Required work
In the data below, find every line that has the string "pixel", and copy it.

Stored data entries
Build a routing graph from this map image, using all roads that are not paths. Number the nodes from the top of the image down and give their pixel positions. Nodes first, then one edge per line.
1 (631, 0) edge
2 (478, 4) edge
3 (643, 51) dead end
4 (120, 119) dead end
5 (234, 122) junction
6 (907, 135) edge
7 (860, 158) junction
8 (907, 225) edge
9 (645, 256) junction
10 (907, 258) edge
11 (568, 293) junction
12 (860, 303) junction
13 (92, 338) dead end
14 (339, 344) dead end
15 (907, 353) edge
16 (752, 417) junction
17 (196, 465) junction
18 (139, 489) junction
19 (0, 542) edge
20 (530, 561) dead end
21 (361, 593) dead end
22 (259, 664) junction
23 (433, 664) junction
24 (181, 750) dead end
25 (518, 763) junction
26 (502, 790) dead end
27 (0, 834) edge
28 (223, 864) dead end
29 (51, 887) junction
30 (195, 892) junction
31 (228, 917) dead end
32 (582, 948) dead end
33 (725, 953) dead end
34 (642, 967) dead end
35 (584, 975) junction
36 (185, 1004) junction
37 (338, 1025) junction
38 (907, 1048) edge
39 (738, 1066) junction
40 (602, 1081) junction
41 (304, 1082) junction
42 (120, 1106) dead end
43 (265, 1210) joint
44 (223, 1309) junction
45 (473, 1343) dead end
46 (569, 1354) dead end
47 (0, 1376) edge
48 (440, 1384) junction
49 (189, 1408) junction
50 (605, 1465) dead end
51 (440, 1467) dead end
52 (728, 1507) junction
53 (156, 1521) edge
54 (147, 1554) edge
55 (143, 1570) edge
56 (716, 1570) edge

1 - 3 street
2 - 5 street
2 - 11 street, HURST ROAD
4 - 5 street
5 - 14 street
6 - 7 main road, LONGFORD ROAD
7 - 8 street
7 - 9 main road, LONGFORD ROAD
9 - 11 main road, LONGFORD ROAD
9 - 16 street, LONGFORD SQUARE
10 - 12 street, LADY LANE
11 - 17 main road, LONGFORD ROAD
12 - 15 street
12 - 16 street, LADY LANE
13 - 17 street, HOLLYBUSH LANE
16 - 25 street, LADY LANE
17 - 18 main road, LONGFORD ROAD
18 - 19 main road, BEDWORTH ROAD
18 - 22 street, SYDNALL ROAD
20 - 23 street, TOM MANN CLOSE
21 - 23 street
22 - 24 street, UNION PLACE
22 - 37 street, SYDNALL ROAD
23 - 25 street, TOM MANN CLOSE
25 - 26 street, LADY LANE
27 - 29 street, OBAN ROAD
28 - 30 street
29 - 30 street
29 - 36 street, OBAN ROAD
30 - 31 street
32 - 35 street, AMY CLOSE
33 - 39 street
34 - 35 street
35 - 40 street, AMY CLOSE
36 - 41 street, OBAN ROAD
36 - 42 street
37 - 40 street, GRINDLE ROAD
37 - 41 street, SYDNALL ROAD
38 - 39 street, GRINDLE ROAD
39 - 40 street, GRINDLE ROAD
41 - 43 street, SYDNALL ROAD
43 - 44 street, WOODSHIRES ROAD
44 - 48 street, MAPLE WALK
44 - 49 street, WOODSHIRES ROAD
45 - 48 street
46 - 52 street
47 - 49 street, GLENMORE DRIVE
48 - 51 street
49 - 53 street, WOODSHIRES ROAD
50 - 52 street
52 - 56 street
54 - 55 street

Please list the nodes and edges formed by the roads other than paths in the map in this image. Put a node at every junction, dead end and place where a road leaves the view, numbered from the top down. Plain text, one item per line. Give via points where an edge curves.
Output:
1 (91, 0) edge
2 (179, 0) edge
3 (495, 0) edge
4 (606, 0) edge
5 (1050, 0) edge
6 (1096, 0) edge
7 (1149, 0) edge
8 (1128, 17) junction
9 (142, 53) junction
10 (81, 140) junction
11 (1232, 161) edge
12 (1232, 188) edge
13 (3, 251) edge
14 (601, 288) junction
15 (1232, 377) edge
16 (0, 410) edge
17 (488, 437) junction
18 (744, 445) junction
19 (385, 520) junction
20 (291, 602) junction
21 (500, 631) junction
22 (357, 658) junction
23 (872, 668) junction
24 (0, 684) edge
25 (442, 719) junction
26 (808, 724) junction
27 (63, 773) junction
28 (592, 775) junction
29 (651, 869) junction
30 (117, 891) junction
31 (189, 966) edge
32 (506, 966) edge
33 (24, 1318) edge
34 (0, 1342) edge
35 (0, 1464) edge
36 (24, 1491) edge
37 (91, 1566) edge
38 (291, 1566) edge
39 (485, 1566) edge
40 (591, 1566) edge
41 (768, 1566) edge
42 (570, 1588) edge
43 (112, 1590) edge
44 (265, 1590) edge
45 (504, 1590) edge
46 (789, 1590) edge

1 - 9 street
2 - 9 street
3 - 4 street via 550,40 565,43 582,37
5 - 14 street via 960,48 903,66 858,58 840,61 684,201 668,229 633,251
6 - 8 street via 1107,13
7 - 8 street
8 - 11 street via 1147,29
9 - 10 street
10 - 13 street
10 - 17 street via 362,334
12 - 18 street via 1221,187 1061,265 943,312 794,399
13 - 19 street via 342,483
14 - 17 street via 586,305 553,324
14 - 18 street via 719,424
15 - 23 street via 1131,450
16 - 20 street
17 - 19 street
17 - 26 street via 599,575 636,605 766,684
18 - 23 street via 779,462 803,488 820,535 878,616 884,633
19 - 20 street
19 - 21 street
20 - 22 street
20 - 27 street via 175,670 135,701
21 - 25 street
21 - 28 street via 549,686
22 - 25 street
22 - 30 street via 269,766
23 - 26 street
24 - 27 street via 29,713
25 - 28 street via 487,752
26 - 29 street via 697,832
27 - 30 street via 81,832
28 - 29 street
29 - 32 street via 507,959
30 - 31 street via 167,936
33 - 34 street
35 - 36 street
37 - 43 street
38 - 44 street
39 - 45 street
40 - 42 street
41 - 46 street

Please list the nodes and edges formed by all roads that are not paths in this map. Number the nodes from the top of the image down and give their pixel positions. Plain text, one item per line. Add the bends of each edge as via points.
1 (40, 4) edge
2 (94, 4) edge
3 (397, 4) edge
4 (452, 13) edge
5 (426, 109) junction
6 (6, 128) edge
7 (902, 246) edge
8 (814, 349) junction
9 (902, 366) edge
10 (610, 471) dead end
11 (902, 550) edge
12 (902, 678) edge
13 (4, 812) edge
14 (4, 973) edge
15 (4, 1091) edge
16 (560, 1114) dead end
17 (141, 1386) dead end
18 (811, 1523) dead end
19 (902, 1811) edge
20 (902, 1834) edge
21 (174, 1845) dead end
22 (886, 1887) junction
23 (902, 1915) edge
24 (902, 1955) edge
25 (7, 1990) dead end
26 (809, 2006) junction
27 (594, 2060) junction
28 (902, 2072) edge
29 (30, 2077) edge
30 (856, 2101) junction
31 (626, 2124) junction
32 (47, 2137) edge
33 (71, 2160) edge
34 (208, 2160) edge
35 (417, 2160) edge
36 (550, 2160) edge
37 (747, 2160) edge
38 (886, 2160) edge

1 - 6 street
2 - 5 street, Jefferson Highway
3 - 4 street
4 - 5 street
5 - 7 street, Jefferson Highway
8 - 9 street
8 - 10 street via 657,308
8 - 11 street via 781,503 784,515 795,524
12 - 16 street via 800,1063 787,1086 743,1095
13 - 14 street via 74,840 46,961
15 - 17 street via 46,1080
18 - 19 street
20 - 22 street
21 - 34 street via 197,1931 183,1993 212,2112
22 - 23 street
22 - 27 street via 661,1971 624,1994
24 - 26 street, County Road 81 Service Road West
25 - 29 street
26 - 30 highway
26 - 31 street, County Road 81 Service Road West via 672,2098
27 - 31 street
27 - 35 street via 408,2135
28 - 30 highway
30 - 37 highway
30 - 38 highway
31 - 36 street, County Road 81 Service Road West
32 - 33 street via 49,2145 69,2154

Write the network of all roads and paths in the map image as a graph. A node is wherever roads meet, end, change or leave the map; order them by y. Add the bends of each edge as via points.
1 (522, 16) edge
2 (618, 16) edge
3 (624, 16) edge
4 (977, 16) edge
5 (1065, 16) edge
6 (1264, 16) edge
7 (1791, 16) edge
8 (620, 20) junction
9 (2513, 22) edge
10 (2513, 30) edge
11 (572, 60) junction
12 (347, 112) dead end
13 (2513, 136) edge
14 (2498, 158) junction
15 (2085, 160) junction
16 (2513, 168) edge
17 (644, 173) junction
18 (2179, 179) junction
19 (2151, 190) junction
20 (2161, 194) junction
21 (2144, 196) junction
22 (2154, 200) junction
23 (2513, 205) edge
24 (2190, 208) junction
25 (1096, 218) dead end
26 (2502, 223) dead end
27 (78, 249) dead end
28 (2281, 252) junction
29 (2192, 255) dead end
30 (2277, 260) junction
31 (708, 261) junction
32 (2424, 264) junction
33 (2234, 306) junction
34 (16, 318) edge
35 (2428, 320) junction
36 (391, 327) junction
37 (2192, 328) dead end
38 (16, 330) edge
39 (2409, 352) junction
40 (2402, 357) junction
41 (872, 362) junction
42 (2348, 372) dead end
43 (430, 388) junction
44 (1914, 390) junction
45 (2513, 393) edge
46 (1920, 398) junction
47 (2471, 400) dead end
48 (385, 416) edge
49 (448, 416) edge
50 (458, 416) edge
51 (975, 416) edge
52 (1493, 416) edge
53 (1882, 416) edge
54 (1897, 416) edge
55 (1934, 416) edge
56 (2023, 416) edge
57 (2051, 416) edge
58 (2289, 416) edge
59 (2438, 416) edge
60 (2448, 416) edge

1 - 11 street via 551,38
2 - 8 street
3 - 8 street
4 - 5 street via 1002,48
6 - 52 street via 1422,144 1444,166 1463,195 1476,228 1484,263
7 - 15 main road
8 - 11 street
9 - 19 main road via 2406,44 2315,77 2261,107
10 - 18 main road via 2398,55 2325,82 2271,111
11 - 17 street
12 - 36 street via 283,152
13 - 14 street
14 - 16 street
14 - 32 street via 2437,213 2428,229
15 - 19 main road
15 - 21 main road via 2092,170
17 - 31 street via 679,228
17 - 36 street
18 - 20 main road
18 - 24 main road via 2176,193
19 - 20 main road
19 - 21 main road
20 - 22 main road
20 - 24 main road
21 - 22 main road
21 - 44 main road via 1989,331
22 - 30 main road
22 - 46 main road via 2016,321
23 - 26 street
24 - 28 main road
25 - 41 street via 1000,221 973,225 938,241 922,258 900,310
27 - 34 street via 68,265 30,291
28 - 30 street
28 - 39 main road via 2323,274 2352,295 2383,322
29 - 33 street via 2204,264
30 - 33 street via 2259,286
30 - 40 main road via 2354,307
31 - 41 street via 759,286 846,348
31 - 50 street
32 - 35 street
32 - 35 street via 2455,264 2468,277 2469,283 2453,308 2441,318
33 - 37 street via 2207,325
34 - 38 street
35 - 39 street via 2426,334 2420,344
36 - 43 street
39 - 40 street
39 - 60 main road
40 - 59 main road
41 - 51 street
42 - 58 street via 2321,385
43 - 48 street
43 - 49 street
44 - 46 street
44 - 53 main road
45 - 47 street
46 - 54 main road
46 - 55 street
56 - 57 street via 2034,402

Solution to the exercise
Build a routing graph from this map image, using all roads that are not paths. Number the nodes from the top of the image down and give their pixel positions. Nodes first, then one edge per line.
Please list the nodes and edges formed by all roads that are not paths in this map. Number the nodes from the top of the image down and give their pixel positions. Plain text, one item per line. Add the bends of each edge as via points.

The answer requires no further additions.